Coding and integration of new features could be also made in a few minutes.
For example, the basic usage of this module within a Python program should look as follows:
x = readTimeSeries() # One or more time series to be analyzed
f = features(x) # Instantiation of features object
f.compute() # Compute features
y, s = f.get() # Extract features and statistics as a Pandas DataFrame
Computation of features can be enabled/disabled either by groups or individually:
f.disableFeature(group="all") # Disable computation of all available
# features
f.enableFeature(name="series_sum") # Enable computation of the feature called
# series_sum
f.compute() # Only series_sum is computed
File structure#
- features.py
Definition of features class
- inventory.py
Methods and auxiliary functions for management of features.
- testFeatures.py
Test script.
- ./graphs
Methods and auxiliary functions for features that are obtained from graphs.
- ./series`
Methods and auxiliary functions for features that are obtained from time series.
- ./statistics
Methods and auxiliary functions for computing statistics on computed features.
Inputs#
The instantiation of a features object can receive any of the following inputs,
which are attributes of the features
class:
- x
Set of time series to analyze. This is a pandas dataframe with m rows by n columns. m is the number of sequences (i.e., each row is a different time series) and m is the length of each sequence.
- xref
Reference time series. This is a a pandas dataframe with 1 row and m columns, where m is defined as in x above.
- g
Set of graphs (e.g., trees) to analyze. This is a list of NetworkX data structures (see https://networkx.github.io/).
- gref
Reference graph. This is a NetworkX data structure.
Core methods#
There main methods for the computation and analysis of features are:
- compute
Compute all the features and statistics currently enabled (see “Management of features” below for details on enabling/disabling features).
- get
Return features and statistics rendered by the compute method.
Management of features#
The features class can extract and/or generate any number of features. Features are only computed when the compute method is called. Important notes regarding the management of features:
- Available features
Potential features to be extracted or generated should be in an inventory of features. This inventory is an attribute called
availableFeatures
.availableFeatures
is a list of feature cards.- Feature card
A feature card contains a brief description of a feature, as well as information regarding the actual function that computes the feature. It is defined based on the following namedtuple:
featureCard \\ = collections.namedtuple( "featureCard", ["id", "name", "description", "subroutine"] )
where “id” is an integer, “name” is a string (see naming conventions below), “subroutine” is the name of the function that extracts and/or computes the feature, and “parameters” is a list of arguments for said function.
- Enabled features
A feature is to be computed only if it is enabled.
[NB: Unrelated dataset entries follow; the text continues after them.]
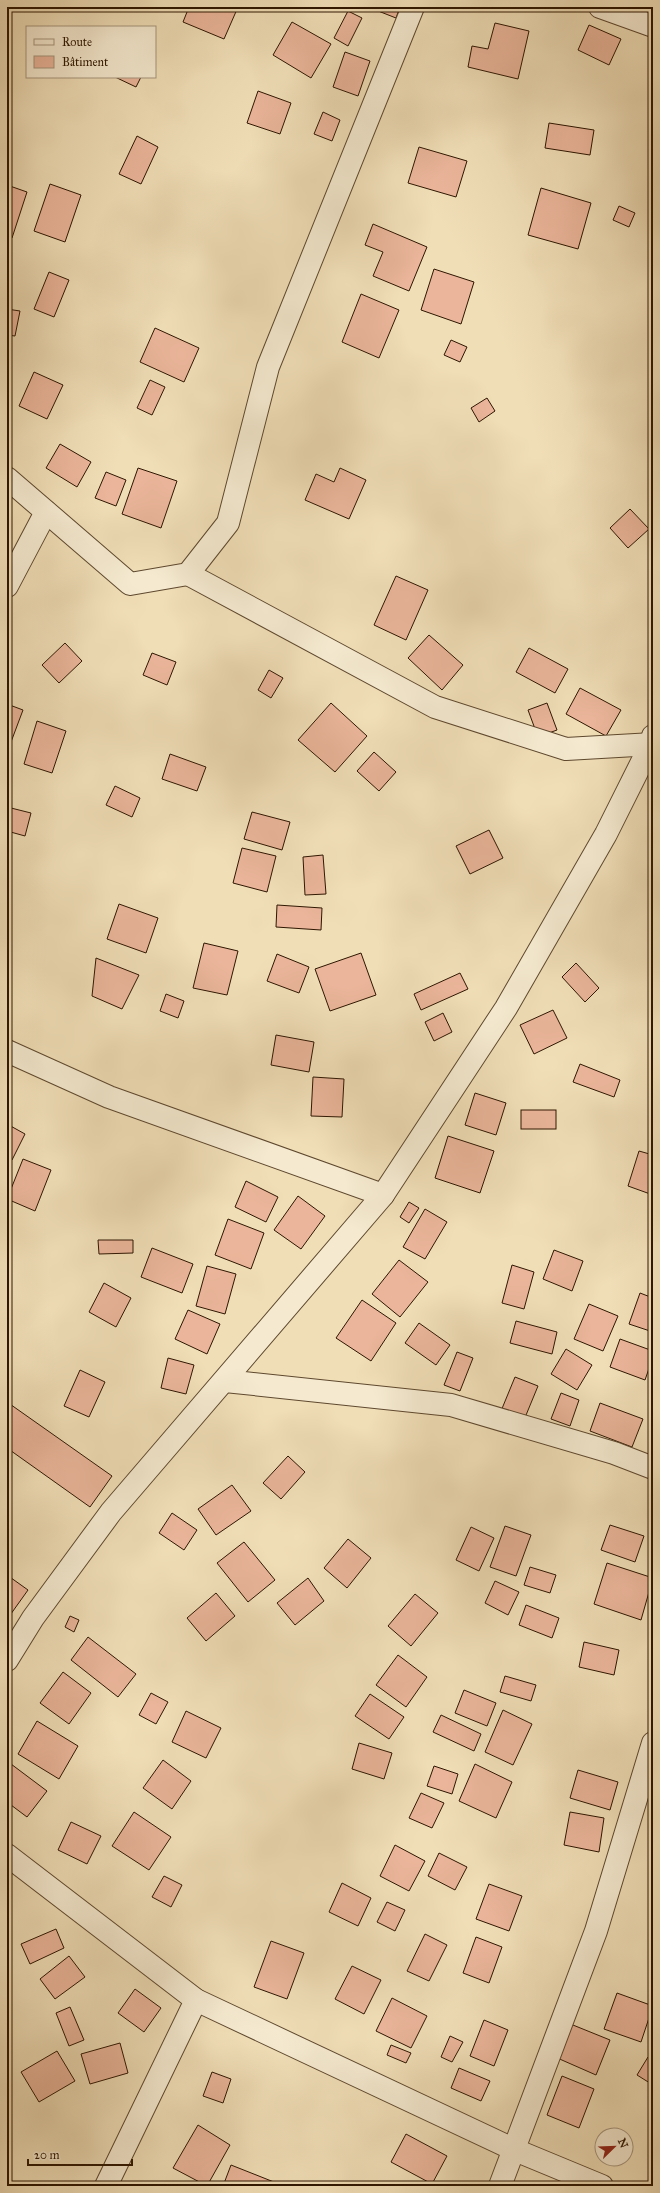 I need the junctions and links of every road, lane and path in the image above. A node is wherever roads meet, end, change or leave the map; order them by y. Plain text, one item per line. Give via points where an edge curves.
1 (413, 7) edge
2 (600, 7) edge
3 (653, 26) edge
4 (7, 478) edge
5 (46, 512) junction
6 (188, 574) junction
7 (7, 586) edge
8 (652, 741) edge
9 (7, 1051) edge
10 (383, 1195) junction
11 (224, 1381) junction
12 (653, 1468) edge
13 (7, 1660) edge
14 (653, 1743) edge
15 (7, 1856) edge
16 (196, 2000) junction
17 (515, 2150) junction
18 (106, 2186) edge
19 (500, 2186) edge
20 (602, 2186) edge

1 - 6 street via 268,367 228,523
2 - 3 street
4 - 5 street
5 - 6 street via 130,584
5 - 7 street
6 - 8 street via 435,707 566,749
8 - 10 street via 606,834 506,1008
9 - 10 street via 109,1097
10 - 11 street
11 - 12 street via 451,1405 614,1453
11 - 13 street via 111,1512 33,1618
14 - 17 street via 596,1931
15 - 16 street
16 - 17 street
16 - 18 street
17 - 19 street
17 - 20 street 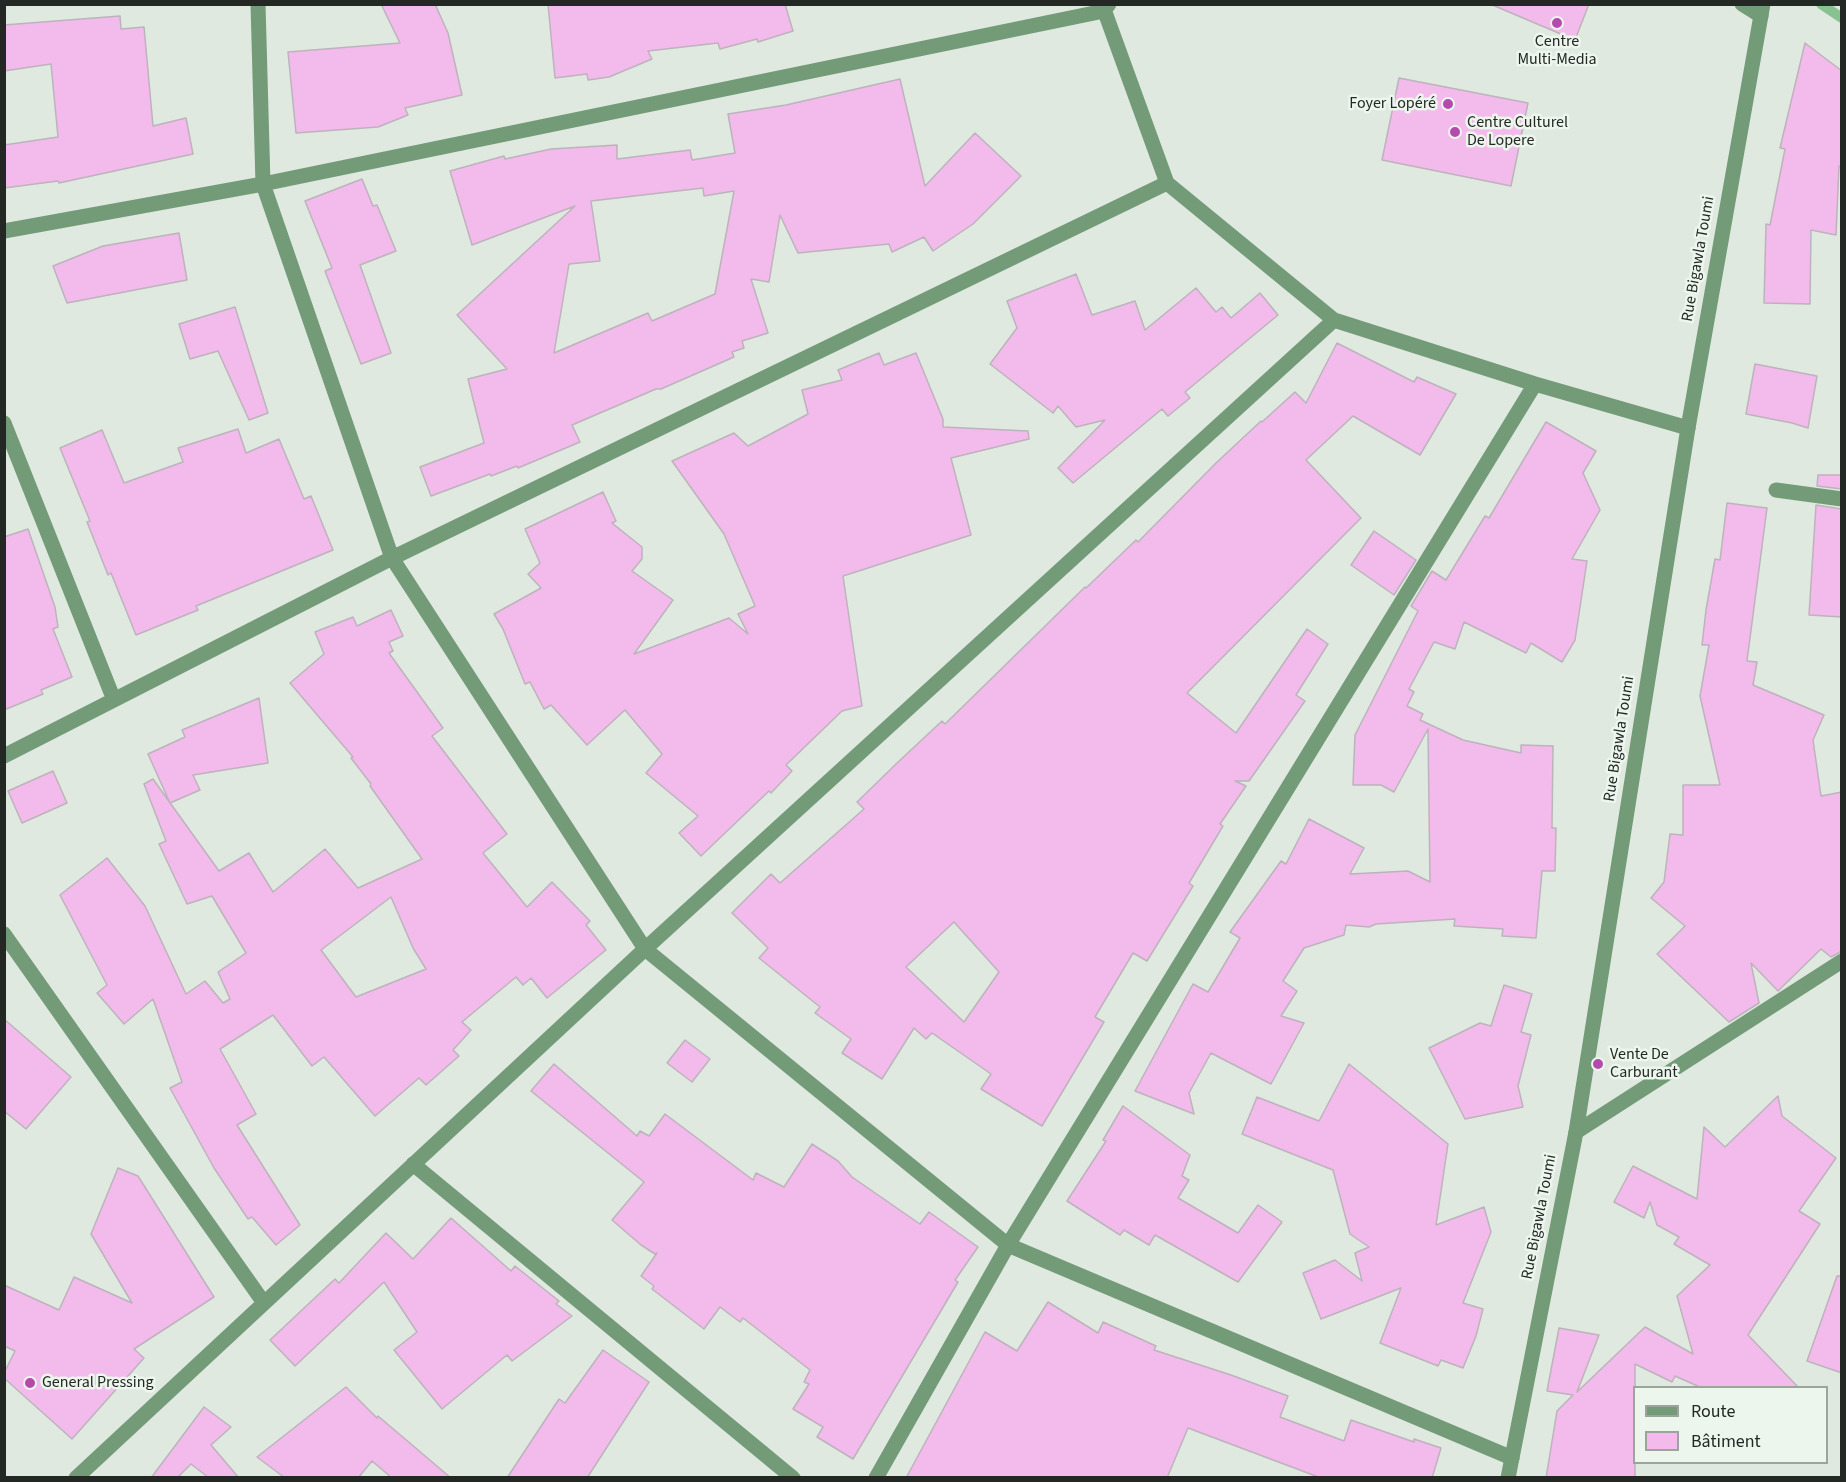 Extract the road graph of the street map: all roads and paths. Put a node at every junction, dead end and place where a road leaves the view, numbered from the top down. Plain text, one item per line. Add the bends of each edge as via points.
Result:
1 (258, 4) edge
2 (1742, 4) edge
3 (1105, 7) edge
4 (1762, 10) edge
5 (1167, 183) junction
6 (263, 184) junction
7 (4, 231) edge
8 (1334, 320) junction
9 (1535, 384) junction
10 (4, 423) edge
11 (1688, 428) junction
12 (1776, 490) dead end
13 (1842, 499) edge
14 (392, 558) junction
15 (114, 700) junction
16 (4, 756) edge
17 (4, 934) edge
18 (645, 949) junction
19 (1842, 961) edge
20 (1576, 1132) junction
21 (413, 1164) junction
22 (1008, 1245) junction
23 (264, 1303) junction
24 (1512, 1458) junction
25 (76, 1478) edge
26 (793, 1478) edge
27 (876, 1478) edge
28 (1508, 1478) edge

1 - 6 street
2 - 4 street
3 - 5 street
3 - 6 street
4 - 11 street, Rue Bigawla Toumi
5 - 8 street
5 - 14 street
6 - 7 street
6 - 14 street
8 - 9 street
8 - 18 street
9 - 11 street
9 - 22 street
10 - 15 street
11 - 20 street, Rue Bigawla Toumi
12 - 13 street
14 - 15 street
14 - 18 street
15 - 16 street
17 - 23 street
18 - 21 street
18 - 22 street
19 - 20 street
20 - 24 street, Rue Bigawla Toumi
21 - 23 street
21 - 26 street
22 - 24 street
22 - 27 street
23 - 25 street
24 - 28 street, Rue Bigawla Toumi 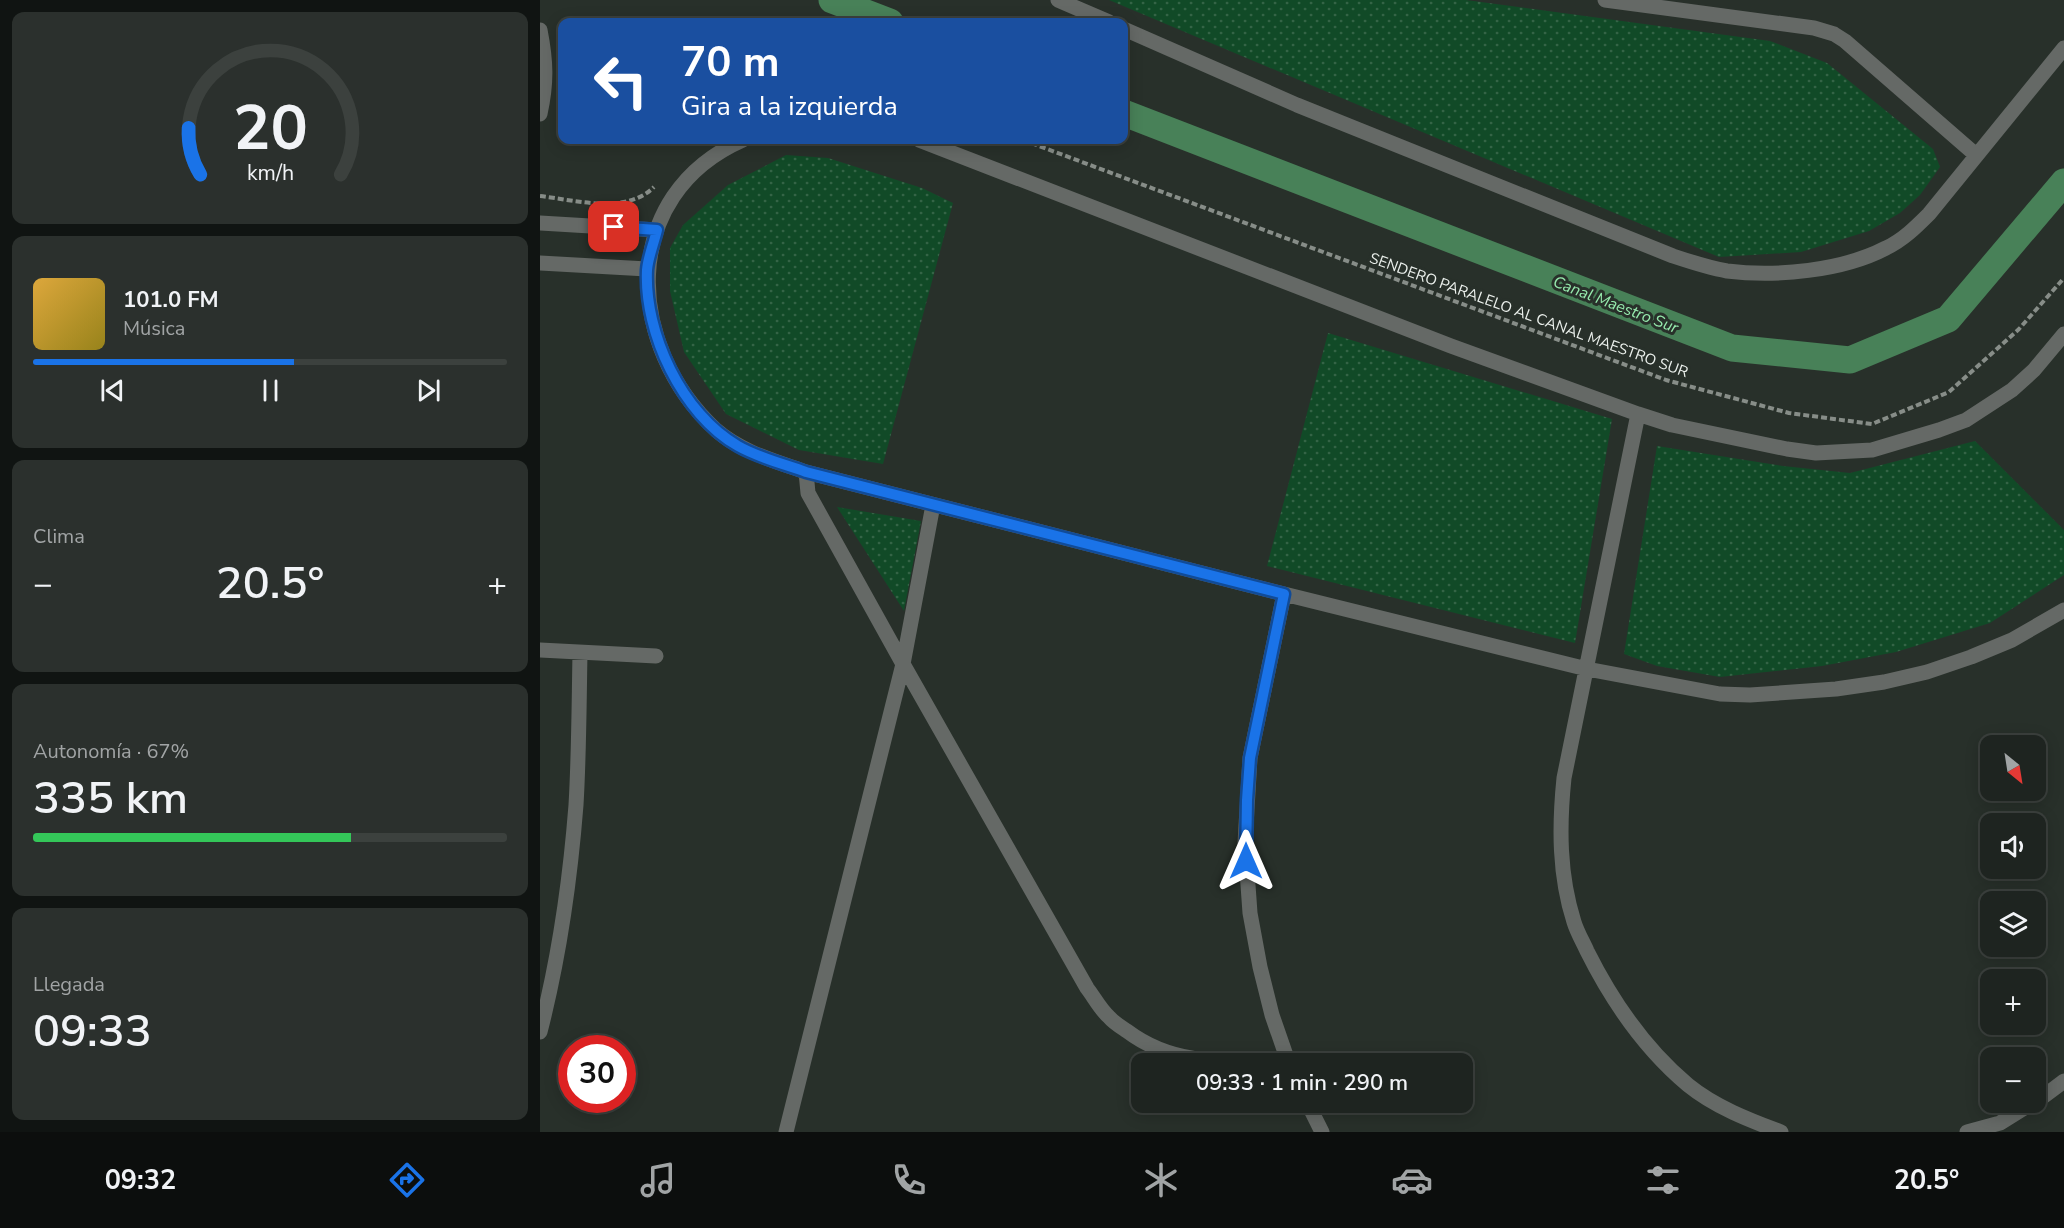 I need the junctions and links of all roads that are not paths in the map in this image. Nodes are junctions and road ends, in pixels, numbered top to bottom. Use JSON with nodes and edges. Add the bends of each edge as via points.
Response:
{"nodes":[{"id":1,"x":1058,"y":0,"type":"edge"},
{"id":2,"x":1605,"y":0,"type":"edge"},
{"id":3,"x":1675,"y":5,"type":"edge"},
{"id":4,"x":1100,"y":18,"type":"edge"},
{"id":5,"x":540,"y":30,"type":"edge"},
{"id":6,"x":1128,"y":31,"type":"edge"},
{"id":7,"x":2064,"y":48,"type":"edge"},
{"id":8,"x":543,"y":93,"type":"edge"},
{"id":9,"x":540,"y":114,"type":"edge"},
{"id":10,"x":733,"y":144,"type":"edge"},
{"id":11,"x":929,"y":144,"type":"edge"},
{"id":12,"x":1976,"y":155,"type":"junction"},
{"id":13,"x":540,"y":223,"type":"edge"},
{"id":14,"x":657,"y":230,"type":"junction"},
{"id":15,"x":540,"y":263,"type":"edge"},
{"id":16,"x":647,"y":269,"type":"junction"},
{"id":17,"x":2064,"y":334,"type":"edge"},
{"id":18,"x":1638,"y":414,"type":"junction"},
{"id":19,"x":806,"y":472,"type":"junction"},
{"id":20,"x":933,"y":505,"type":"junction"},
{"id":21,"x":1284,"y":594,"type":"junction"},
{"id":22,"x":2064,"y":610,"type":"edge"},
{"id":23,"x":540,"y":650,"type":"edge"},
{"id":24,"x":580,"y":653,"type":"junction"},
{"id":25,"x":656,"y":656,"type":"dead end"},
{"id":26,"x":903,"y":664,"type":"junction"},
{"id":27,"x":1587,"y":669,"type":"junction"},
{"id":28,"x":540,"y":1032,"type":"edge"},
{"id":29,"x":1167,"y":1053,"type":"edge"},
{"id":30,"x":1285,"y":1053,"type":"edge"},
{"id":31,"x":2064,"y":1081,"type":"edge"},
{"id":32,"x":2046,"y":1094,"type":"edge"},
{"id":33,"x":1312,"y":1113,"type":"edge"},
{"id":34,"x":2017,"y":1113,"type":"edge"},
{"id":35,"x":786,"y":1132,"type":"edge"},
{"id":36,"x":1322,"y":1132,"type":"edge"},
{"id":37,"x":1781,"y":1132,"type":"edge"},
{"id":38,"x":1967,"y":1132,"type":"edge"}],
"edges":[{"from":1,"to":4,"type":"street"},
{"from":2,"to":3,"type":"street"},
{"from":3,"to":12,"type":"street","via":[[1834,34]]},
{"from":5,"to":8,"type":"street","via":[[546,62]]},
{"from":6,"to":12,"type":"street","via":[[1297,105],[1673,256],[1726,271],[1822,269],[1885,249],[1910,233],[1929,214]]},
{"from":7,"to":12,"type":"street"},
{"from":8,"to":9,"type":"street"},
{"from":10,"to":14,"type":"street","via":[[695,170],[671,197]]},
{"from":11,"to":18,"type":"street","via":[[1451,346]]},
{"from":13,"to":14,"type":"street"},
{"from":14,"to":16,"type":"street"},
{"from":15,"to":16,"type":"street"},
{"from":16,"to":19,"type":"street","via":[[650,308],[660,346],[675,379],[693,405],[717,431],[738,446]]},
{"from":17,"to":18,"type":"street","via":[[2034,370],[1992,405],[1966,420],[1872,450],[1816,453],[1787,449]]},
{"from":18,"to":27,"type":"street"},
{"from":19,"to":20,"type":"street"},
{"from":19,"to":26,"type":"street","via":[[808,493]]},
{"from":20,"to":21,"type":"street"},
{"from":20,"to":26,"type":"street"},
{"from":21,"to":27,"type":"street"},
{"from":21,"to":30,"type":"street","via":[[1250,758],[1245,843],[1250,913],[1258,956]]},
{"from":22,"to":27,"type":"street","via":[[2012,640],[1971,657],[1927,672],[1836,689],[1720,694]]},
{"from":23,"to":24,"type":"street"},
{"from":24,"to":25,"type":"street"},
{"from":24,"to":28,"type":"street","via":[[570,868]]},
{"from":26,"to":29,"type":"street","via":[[1087,988],[1109,1018],[1136,1038]]},
{"from":26,"to":35,"type":"street"},
{"from":27,"to":37,"type":"street","via":[[1561,810],[1564,879],[1574,924],[1599,976],[1650,1048],[1689,1085],[1737,1115]]},
{"from":31,"to":32,"type":"street"},
{"from":33,"to":36,"type":"street"},
{"from":34,"to":38,"type":"street","via":[[2000,1123]]}]}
In general, the compute method loops over
availableFeatures
and checks if they are enabled. If so, then the corresponding subroutines are called. The status of a feature (enabled/disabled) is maintained in the Boolean attributeenabledFeatures
.- Methods
- enableFeature
Enable the computation/extraction of a feature or group of features.
- disableFeature
Disable the computation/extraction of a feature or group of features.
- listFeatures
Display list of available features.
- listActiveFeatures
Display list of active (i.e., enabled) features.
Designing and integrating new features#
Each feature must be computed by a single function. The goal is for each of these functions to be very short. This makes it easy to code, easy to review, and easy to maintain.
Each feature function receives two arguments, namely: input x transformed into a numpy array of size m x n (with m and n defined as indicated above), followed by input xref transformed into a numpy array. Not all the arguments have to be used by a feature function, but the order in which arguments are passed to the function must be maintained.
Each feature function returns a Pandas DataFrame. Each row in this DataFrame is the output for the corresponding row/item in the input (e.g., row
k
of the DataFrame is the output corresponding to rowk
inx
andg
.Each feature function must be in a separate file (typically of just a few lines). The name of the file must be the same name of the feature function. It must also follow the naming conventions described below.
A new feature function is integrated into the module by moving its corresponding file to the subfolder
./series
or./graphs
, depending on which type of feature it is. In addition, the__init__.py
file on the corresponding subfolder must be edited to include a line importing the function. This line looks like this:from [series/graphs] import [function name]
Naming conventions: Features should be named as follows:
[type of input]_[transformation of the input]_[other labels]
For example:
series_sum series_derivative graph_nodes graph_degree
Statistics#
Statistics describe the behavior of the computed features. For example, the mean statistic finds the average of every column in the DataFrame rendered by the method get.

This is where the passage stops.